━━ Data listing ━━
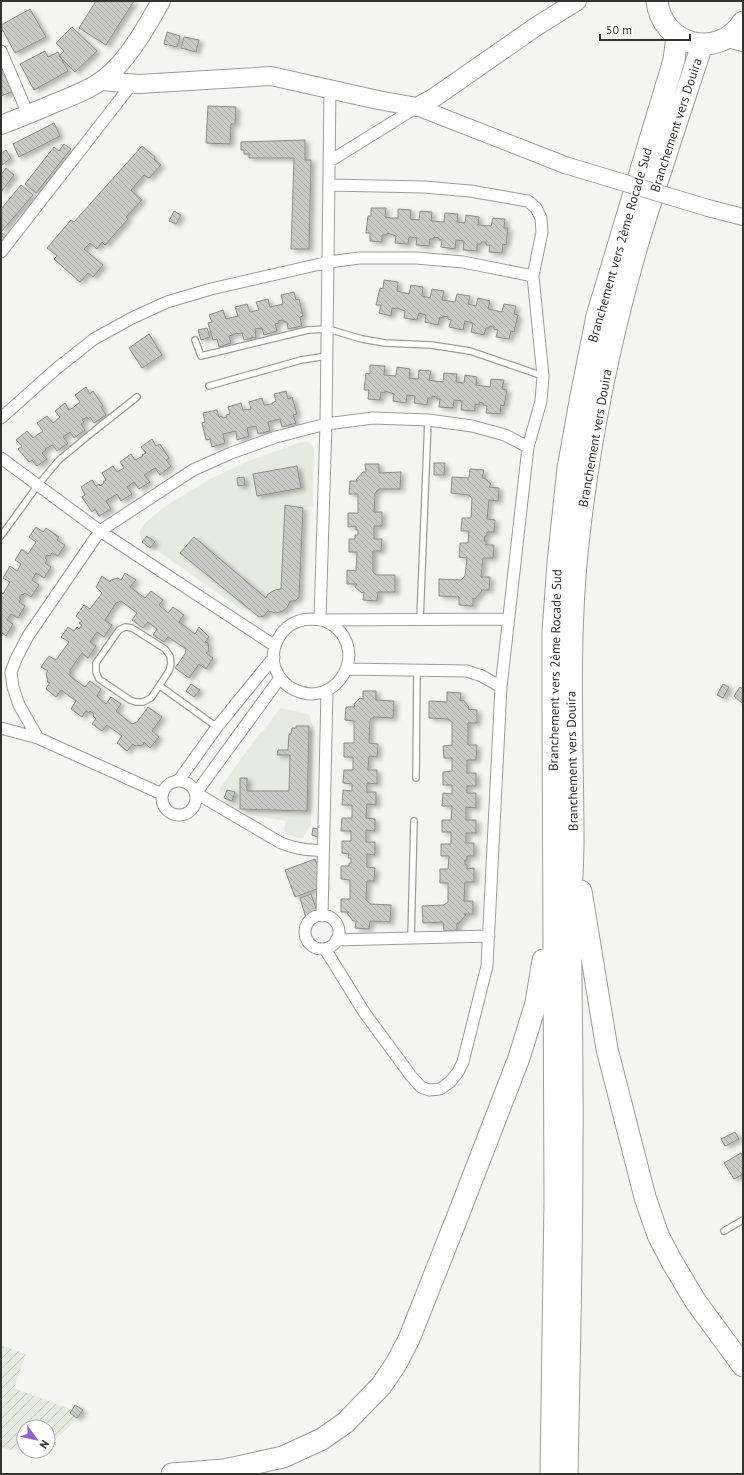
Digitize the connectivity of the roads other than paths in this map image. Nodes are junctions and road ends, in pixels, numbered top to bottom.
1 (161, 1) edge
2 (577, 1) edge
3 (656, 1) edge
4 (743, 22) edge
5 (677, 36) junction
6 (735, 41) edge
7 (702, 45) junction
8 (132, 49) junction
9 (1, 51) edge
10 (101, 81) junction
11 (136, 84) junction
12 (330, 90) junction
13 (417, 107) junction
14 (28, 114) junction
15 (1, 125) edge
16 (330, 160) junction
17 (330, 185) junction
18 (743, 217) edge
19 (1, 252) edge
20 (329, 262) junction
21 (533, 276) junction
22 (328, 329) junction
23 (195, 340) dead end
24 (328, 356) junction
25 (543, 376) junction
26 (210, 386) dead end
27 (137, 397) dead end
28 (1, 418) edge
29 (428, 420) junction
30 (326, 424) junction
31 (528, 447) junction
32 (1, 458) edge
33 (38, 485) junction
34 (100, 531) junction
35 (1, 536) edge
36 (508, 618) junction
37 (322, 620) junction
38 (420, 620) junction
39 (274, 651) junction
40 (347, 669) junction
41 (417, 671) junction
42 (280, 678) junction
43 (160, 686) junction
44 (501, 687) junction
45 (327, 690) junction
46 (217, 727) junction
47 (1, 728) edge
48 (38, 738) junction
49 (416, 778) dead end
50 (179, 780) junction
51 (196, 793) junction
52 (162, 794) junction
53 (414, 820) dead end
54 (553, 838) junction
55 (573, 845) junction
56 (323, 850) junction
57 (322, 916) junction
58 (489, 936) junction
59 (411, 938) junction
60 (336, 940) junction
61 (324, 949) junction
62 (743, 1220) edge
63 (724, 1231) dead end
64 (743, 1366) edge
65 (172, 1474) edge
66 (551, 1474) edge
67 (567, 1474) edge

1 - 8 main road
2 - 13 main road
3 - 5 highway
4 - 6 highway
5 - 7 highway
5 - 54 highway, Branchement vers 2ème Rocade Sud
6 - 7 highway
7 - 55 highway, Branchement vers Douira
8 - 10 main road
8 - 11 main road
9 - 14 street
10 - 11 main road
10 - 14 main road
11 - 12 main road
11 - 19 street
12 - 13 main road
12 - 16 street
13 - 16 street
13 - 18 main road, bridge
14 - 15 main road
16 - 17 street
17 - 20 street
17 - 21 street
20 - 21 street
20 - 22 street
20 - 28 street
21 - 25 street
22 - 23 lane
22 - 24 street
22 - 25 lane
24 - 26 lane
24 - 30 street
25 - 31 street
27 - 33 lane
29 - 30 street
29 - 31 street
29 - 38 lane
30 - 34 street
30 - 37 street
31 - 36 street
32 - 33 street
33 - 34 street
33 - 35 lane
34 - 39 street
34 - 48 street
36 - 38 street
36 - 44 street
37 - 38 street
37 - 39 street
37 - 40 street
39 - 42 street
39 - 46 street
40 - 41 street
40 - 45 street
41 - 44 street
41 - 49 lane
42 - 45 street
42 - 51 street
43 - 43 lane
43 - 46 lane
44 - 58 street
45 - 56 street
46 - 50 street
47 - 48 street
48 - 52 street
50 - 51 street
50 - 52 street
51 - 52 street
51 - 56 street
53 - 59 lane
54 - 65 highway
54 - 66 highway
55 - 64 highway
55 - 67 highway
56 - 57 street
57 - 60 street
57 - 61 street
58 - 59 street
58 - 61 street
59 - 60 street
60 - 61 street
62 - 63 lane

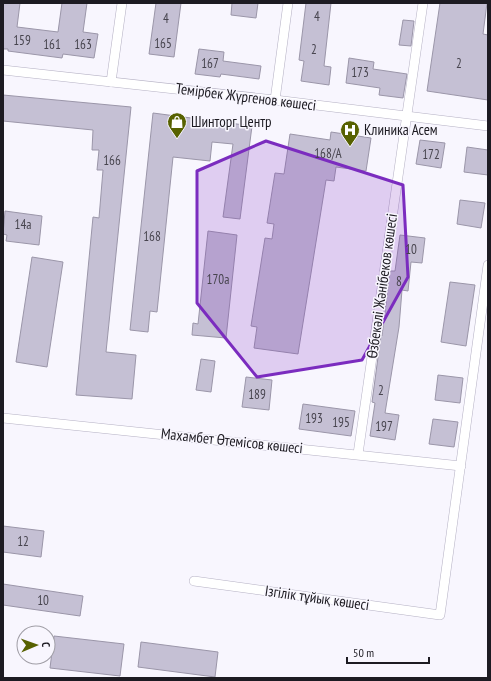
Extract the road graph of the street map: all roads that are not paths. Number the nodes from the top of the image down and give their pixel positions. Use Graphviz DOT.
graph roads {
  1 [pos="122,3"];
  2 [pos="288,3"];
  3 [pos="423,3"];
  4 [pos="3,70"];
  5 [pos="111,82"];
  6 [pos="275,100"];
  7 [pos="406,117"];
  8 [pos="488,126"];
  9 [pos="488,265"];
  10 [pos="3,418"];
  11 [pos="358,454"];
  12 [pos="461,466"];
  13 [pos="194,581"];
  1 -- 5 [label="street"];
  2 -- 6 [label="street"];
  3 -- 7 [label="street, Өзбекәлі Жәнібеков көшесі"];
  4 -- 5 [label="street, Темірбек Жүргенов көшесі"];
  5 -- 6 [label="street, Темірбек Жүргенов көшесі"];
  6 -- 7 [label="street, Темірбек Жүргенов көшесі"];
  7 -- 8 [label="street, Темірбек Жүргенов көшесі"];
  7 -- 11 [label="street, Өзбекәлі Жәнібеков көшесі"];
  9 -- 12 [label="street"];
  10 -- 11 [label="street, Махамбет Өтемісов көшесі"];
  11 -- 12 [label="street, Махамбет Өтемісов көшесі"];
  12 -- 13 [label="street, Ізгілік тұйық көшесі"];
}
━━━
━━ Data listing ━━
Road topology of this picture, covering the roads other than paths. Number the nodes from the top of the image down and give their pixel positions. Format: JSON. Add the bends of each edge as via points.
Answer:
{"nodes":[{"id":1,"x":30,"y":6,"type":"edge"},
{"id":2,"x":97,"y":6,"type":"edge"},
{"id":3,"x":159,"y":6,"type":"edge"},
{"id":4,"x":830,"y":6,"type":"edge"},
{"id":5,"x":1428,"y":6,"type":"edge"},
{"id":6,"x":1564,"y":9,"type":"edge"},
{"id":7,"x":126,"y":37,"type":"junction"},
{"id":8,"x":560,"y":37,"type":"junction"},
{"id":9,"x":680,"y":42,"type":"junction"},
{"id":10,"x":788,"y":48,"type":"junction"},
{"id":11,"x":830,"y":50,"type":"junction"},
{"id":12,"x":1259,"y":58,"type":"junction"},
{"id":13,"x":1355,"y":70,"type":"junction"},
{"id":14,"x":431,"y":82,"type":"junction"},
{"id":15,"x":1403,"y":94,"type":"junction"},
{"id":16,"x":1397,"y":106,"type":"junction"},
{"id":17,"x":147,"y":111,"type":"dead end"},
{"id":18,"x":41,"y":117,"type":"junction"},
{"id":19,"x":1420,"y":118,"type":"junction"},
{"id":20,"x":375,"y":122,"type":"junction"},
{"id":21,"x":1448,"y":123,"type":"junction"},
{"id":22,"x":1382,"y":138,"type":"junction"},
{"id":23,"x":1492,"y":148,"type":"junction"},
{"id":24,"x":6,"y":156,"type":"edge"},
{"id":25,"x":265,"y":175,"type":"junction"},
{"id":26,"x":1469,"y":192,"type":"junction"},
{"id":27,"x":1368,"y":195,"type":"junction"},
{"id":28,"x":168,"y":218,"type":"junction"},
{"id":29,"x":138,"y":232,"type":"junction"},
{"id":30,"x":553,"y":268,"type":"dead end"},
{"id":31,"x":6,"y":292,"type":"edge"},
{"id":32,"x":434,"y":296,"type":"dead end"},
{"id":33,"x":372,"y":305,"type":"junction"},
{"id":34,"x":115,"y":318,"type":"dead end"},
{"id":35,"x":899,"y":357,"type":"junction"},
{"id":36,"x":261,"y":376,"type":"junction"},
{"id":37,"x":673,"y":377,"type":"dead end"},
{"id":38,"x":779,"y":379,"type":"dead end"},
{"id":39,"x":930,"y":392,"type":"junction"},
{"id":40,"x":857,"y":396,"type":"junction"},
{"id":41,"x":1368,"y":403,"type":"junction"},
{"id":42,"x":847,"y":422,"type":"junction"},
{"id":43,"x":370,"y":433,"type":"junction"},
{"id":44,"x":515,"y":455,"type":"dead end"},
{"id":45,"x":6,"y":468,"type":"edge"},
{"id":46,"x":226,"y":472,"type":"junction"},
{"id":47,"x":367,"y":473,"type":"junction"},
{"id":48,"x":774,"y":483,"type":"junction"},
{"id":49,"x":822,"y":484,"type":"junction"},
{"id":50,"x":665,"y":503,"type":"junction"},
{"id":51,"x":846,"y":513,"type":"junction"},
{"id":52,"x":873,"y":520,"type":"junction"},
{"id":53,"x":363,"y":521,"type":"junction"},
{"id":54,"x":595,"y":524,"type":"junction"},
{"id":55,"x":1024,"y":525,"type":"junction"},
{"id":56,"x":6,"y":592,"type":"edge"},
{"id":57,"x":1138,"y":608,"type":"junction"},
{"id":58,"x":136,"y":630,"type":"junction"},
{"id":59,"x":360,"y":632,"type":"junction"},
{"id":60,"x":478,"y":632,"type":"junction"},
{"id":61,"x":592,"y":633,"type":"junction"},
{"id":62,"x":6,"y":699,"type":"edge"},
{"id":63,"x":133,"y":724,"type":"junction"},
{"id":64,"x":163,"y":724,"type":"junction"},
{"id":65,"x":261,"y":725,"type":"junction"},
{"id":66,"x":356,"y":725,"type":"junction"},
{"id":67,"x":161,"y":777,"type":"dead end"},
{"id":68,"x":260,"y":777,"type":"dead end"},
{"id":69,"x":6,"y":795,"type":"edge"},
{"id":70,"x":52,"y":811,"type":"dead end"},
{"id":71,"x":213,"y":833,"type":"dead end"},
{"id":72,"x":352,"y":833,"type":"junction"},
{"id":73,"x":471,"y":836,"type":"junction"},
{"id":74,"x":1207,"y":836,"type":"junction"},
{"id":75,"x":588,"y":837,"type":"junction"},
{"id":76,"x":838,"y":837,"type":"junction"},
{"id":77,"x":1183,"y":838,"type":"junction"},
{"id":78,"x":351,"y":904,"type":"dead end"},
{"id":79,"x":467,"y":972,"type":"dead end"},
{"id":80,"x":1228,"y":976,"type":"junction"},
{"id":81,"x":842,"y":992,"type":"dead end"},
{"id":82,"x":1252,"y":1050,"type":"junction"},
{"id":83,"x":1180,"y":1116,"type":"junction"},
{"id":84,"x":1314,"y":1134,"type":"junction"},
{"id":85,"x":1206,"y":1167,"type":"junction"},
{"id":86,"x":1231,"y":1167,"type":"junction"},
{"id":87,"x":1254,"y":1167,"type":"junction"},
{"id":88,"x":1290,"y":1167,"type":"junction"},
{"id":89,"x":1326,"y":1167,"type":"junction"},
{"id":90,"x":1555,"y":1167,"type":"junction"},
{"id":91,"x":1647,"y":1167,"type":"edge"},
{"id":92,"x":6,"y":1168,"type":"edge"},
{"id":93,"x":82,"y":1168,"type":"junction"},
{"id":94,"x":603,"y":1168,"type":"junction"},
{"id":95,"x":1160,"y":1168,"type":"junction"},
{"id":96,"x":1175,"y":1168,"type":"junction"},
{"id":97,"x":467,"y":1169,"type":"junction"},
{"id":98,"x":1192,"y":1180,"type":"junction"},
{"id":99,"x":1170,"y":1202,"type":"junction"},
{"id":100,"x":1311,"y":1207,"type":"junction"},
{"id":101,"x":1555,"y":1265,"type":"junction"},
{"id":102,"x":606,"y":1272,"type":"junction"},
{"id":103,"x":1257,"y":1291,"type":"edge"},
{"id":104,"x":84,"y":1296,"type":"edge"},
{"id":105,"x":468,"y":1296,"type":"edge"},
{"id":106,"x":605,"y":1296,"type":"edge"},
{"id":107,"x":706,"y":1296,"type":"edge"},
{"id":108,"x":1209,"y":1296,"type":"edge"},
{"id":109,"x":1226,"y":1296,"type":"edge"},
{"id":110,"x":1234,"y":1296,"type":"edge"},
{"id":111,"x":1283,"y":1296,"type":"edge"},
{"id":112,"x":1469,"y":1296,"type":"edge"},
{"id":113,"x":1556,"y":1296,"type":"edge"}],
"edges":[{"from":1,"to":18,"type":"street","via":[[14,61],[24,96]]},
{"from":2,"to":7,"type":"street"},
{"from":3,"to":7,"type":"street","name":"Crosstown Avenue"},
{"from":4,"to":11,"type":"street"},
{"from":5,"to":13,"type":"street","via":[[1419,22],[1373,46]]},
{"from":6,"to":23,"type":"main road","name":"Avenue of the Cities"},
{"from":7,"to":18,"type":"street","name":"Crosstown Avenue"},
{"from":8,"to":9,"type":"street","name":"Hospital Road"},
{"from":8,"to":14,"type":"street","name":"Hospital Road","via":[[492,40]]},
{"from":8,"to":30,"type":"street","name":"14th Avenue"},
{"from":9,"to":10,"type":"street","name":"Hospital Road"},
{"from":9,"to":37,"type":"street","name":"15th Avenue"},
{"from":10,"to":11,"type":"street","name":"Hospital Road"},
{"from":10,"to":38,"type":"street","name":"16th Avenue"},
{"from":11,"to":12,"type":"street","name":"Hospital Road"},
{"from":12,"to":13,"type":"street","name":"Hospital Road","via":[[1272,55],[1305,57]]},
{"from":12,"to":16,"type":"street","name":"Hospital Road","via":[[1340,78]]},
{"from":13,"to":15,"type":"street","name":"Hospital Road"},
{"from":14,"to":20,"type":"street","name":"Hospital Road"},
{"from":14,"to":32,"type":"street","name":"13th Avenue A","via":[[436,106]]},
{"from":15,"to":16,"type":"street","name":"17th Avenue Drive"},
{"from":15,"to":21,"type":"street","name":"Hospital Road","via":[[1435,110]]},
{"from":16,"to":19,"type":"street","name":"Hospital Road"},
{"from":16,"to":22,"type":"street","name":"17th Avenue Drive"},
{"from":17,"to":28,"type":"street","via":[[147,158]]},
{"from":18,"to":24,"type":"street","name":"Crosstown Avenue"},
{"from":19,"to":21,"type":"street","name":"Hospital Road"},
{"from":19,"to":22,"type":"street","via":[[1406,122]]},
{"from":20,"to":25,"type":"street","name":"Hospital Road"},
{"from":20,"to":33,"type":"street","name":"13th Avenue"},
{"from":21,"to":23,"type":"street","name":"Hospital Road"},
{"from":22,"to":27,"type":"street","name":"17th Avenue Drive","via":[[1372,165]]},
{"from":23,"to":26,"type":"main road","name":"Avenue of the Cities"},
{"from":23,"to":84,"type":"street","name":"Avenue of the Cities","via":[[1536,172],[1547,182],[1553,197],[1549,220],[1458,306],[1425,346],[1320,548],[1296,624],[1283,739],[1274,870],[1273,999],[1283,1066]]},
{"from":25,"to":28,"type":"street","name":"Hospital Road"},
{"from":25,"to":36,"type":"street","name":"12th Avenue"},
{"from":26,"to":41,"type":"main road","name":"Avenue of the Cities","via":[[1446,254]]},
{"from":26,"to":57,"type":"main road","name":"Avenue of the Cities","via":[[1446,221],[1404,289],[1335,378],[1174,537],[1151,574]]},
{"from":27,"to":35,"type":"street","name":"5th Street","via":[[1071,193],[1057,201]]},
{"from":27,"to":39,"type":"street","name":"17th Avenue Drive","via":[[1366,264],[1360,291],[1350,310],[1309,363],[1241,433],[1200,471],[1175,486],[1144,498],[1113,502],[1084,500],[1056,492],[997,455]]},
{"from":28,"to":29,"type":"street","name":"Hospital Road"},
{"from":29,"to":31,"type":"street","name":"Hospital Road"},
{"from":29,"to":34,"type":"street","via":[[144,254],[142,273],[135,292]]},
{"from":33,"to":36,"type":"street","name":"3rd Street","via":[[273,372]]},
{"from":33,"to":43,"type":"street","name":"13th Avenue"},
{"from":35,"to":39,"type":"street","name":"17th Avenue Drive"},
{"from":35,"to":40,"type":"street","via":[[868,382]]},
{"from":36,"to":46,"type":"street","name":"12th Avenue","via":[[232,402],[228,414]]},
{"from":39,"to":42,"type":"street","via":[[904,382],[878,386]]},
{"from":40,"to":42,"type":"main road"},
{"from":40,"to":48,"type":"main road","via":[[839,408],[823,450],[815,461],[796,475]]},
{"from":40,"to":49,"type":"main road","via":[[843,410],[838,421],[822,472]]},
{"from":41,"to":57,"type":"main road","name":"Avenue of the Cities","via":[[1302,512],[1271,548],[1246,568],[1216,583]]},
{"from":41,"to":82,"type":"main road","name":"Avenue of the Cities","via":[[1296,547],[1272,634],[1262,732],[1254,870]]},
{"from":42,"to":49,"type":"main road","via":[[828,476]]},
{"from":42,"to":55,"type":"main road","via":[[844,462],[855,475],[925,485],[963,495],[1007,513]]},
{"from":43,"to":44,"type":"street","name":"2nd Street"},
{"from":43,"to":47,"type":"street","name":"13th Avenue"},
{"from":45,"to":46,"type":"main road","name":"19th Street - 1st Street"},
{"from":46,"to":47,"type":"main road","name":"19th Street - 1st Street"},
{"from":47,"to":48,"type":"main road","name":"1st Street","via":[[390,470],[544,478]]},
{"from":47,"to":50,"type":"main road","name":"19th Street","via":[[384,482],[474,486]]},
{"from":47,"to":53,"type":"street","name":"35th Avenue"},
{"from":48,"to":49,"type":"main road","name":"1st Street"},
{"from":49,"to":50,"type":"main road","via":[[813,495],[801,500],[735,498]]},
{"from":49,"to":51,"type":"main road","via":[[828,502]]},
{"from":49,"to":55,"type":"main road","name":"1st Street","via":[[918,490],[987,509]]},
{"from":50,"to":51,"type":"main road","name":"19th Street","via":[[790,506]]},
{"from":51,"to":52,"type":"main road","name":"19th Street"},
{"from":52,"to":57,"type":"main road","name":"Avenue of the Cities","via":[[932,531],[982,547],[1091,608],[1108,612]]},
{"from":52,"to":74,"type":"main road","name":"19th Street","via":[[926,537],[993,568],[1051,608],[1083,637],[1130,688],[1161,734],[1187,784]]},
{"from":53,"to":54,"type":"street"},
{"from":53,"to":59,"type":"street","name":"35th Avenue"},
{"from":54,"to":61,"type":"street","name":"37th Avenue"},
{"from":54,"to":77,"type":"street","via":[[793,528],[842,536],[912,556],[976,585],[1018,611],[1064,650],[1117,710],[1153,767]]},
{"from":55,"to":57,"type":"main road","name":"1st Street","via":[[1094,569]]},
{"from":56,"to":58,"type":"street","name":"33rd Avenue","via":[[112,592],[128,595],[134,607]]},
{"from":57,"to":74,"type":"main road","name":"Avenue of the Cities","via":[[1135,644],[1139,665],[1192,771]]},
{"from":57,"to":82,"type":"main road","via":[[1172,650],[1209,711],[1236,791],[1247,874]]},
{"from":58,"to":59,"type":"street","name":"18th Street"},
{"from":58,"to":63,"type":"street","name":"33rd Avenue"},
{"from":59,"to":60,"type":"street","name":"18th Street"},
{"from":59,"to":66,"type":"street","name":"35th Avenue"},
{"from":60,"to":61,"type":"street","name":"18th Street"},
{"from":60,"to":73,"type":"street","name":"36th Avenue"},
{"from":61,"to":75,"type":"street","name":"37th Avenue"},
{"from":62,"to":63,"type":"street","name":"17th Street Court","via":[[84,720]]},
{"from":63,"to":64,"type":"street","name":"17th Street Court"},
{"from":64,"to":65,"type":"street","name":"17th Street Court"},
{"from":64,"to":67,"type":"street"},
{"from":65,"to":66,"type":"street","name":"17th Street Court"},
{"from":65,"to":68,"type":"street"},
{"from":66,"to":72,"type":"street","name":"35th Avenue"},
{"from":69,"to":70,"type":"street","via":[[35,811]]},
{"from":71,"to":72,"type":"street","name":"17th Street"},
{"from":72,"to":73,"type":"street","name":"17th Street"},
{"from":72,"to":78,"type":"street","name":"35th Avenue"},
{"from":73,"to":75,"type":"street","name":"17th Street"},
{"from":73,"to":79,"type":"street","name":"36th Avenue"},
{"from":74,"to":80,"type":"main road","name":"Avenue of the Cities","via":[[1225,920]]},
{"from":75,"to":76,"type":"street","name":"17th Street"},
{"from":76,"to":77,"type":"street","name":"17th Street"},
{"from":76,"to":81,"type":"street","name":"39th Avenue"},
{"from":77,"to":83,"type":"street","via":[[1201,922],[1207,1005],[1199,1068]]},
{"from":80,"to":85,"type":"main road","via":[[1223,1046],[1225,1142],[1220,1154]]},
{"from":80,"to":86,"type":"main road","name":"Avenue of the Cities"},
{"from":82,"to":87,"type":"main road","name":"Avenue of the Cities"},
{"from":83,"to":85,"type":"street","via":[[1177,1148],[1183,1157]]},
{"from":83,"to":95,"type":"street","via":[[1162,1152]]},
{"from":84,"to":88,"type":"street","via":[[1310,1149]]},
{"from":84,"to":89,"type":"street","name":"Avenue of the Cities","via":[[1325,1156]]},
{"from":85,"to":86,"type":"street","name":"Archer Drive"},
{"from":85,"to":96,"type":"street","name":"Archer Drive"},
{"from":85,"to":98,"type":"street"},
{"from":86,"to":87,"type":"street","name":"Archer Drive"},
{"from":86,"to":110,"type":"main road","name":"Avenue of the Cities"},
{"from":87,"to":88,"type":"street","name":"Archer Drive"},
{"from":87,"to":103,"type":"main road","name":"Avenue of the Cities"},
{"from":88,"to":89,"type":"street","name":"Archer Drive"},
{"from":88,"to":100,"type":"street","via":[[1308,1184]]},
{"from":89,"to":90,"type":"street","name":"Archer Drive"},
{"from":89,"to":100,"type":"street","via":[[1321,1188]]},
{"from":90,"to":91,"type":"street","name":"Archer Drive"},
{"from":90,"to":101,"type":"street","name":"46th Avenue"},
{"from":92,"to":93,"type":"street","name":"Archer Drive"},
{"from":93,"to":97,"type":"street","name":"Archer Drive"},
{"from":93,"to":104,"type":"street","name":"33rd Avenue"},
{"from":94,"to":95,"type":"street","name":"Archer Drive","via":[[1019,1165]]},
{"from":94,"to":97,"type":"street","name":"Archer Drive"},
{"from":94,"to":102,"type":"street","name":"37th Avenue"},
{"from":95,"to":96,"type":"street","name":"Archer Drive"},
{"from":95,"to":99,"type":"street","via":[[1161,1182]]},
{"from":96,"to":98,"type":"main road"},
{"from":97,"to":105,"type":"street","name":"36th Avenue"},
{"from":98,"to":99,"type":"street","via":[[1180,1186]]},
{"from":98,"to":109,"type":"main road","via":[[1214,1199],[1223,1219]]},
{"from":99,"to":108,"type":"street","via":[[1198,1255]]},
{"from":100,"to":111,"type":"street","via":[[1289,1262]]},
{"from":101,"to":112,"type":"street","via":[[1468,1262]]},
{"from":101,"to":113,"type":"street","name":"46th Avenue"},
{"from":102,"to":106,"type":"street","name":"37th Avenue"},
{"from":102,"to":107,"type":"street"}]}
━━━
What to work on: Copy out each line of the entries that holds "Archer".

Problem solution:
{"from":85,"to":86,"type":"street","name":"Archer Drive"},
{"from":85,"to":96,"type":"street","name":"Archer Drive"},
{"from":86,"to":87,"type":"street","name":"Archer Drive"},
{"from":87,"to":88,"type":"street","name":"Archer Drive"},
{"from":88,"to":89,"type":"street","name":"Archer Drive"},
{"from":89,"to":90,"type":"street","name":"Archer Drive"},
{"from":90,"to":91,"type":"street","name":"Archer Drive"},
{"from":92,"to":93,"type":"street","name":"Archer Drive"},
{"from":93,"to":97,"type":"street","name":"Archer Drive"},
{"from":94,"to":95,"type":"street","name":"Archer Drive","via":[[1019,1165]]},
{"from":94,"to":97,"type":"street","name":"Archer Drive"},
{"from":95,"to":96,"type":"street","name":"Archer Drive"},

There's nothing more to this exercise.